Are we generations apart from caring enough? That is one of the big questions I was left hanging with after attending only the first day of the National Institute on Ageing (NIA) November conference – Re-think Ageing. For some time my point has been, that if we are going to truly accomplish a national caring agenda, as the NIA has started to do by connecting their messages to the four pillars of Canada’s National Seniors Strategy, then it must become an inter-generational conversation.
If there is one topic that directly binds all generations together on a daily basis in this re-think ageing process it is that of caregiving. Of course, caregiving applies to everyone broadly on the age continuum, from children to elders. Caregiver is the one role that we all will have some touch point with in our life cycle. Which is why in retrospect, I wish I could have attended day two of the NIA conference.
The whole program that day covered home care, end-of-life care, technologies to enable caregiving and support for caregivers. One of the panelists I would have liked to listen to was Dr. Gail Donner on the panel, Care Closer to Home. I remember Donner in another context when I was an Association President for Career Professionals back in the late 90’s, when she and her business partner Mary Wheeler presented a career development program unique to the nursing profession. Donner& Wheeler are still doing work in career planning for the health care profession.
Two years ago this coming January, Gail Donner chaired a special project with a summary report to the Ontario government, titled Bringing Care Home. Given the current media attention on the federal and provincial discussions on health care transfer payments, which includes how much money would be targeted to mental health and home care, this report still seems timely. Keep in mind that health care spending is a provincial jurisdiction, and the federal offer of money for these two items is outside the transfer formula.
So if an extra $8 Billion over ten years were to go through, (and from today’s news update, it appears it will not), it would still serve us well to turn to this Bringing Care Home document, which I intend to do further in another post. Even if you have had a double degree of direct experience with the home health care process as I and others I know have had over the last ten years; there is still much that is misunderstood or changing year over year, thus making it hard to keep up with it all.
Bringing Care Home with a “basket of services”
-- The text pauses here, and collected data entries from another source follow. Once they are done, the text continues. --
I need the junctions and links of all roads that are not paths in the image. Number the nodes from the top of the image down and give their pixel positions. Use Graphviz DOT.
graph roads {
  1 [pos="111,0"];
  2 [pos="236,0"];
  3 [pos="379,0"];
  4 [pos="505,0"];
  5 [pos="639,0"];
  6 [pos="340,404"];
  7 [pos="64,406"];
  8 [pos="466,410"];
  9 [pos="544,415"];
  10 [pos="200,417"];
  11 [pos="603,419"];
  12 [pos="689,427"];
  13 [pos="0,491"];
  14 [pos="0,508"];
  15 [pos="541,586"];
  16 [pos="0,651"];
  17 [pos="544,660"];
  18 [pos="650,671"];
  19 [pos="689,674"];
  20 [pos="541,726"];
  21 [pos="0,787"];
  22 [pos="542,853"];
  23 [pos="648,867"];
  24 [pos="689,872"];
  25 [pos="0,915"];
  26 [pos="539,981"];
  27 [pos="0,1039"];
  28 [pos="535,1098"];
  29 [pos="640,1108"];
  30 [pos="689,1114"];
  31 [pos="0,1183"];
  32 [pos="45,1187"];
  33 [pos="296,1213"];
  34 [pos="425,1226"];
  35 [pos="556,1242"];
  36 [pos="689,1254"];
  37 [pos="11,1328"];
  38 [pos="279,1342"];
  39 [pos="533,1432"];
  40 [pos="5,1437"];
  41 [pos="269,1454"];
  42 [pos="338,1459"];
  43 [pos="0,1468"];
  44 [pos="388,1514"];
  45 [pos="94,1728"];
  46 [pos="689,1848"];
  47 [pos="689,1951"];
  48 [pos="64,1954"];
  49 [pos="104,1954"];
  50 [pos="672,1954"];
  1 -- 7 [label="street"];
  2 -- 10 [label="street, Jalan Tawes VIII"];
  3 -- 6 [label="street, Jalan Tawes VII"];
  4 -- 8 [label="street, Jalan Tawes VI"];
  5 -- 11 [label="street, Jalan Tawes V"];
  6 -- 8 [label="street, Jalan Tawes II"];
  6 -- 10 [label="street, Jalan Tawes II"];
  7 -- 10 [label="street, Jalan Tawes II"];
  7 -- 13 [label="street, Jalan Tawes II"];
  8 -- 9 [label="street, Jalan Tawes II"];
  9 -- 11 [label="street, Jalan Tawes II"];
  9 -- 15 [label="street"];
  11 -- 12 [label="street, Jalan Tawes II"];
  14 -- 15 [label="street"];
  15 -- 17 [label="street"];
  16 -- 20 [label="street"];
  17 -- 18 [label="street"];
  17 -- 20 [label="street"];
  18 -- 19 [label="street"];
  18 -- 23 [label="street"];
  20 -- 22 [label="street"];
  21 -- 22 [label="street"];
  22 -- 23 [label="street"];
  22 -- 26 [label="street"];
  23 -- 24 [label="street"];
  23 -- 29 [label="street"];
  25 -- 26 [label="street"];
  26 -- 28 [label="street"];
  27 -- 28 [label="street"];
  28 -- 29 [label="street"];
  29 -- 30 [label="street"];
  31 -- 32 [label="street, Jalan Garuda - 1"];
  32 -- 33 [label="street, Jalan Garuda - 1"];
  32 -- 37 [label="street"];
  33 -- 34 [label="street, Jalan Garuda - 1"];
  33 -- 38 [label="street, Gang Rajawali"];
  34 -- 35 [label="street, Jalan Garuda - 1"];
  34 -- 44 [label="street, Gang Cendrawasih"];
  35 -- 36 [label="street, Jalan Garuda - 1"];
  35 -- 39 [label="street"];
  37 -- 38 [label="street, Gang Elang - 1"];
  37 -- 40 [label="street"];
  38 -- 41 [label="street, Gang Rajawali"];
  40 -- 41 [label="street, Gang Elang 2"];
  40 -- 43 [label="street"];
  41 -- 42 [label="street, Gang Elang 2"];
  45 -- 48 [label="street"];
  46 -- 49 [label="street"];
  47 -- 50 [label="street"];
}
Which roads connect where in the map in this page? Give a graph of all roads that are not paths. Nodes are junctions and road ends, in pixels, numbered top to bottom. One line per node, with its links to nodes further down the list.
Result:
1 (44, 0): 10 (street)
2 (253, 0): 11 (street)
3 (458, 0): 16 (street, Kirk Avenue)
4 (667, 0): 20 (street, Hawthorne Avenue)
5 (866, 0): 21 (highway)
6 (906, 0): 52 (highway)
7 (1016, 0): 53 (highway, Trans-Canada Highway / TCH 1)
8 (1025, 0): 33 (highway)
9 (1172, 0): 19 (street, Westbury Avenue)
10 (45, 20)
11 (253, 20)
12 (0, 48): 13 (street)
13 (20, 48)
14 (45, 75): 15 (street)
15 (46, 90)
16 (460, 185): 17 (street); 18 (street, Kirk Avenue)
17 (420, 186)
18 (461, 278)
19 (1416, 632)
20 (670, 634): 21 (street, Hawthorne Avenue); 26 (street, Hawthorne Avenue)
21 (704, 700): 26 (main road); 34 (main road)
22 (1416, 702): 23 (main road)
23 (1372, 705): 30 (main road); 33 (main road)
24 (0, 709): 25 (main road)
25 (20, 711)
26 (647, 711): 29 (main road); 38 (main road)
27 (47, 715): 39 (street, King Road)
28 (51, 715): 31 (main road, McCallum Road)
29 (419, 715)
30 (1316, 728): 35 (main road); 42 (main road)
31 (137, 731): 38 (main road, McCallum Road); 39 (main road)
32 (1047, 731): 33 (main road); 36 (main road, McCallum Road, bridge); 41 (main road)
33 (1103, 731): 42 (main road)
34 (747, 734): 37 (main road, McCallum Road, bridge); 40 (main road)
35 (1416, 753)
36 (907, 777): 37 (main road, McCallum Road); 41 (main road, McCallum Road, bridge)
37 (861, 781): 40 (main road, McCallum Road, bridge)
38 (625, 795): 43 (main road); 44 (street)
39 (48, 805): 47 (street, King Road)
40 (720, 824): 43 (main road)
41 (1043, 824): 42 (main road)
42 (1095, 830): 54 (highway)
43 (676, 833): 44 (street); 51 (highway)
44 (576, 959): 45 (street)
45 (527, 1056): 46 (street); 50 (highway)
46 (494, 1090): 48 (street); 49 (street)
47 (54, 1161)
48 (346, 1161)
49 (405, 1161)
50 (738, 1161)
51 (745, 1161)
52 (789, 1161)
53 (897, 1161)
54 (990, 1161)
Continuing education on the health & home care system, the options and costs – assessing our own abilities and understanding our responsibilities has fast become a necessary part of life in the re-think ageing world. I have the good fortune of having friends and colleagues who work professionally in this knowledge area; but what if you don’t?
Understanding the federal/provincial funding model is one thing, but when it’s a family crisis, (which it often is), with for example an elder parent, when suddenly a search for a care solution hits you, it is not likely that the status of federal transfer payments first comes to mind. The Bringing Care Home 2015 report has sixteen recommendations that are well articulated, and in one neat phrase, it calls for a clear understanding of the “basket of services” we all need to know.
More people now and into the next decade are going to need that clarity. And going back to my comment that caregiving is truly one of the binding inter-generational experiences; it would make sense to me that the content of day two from the 2016 Re-think Ageing conference should be developed as part of core curriculum in our high schools.
But for now, I’d be happy when the National Institute on Ageing will embed summary notes of this content into searchable content on their web site.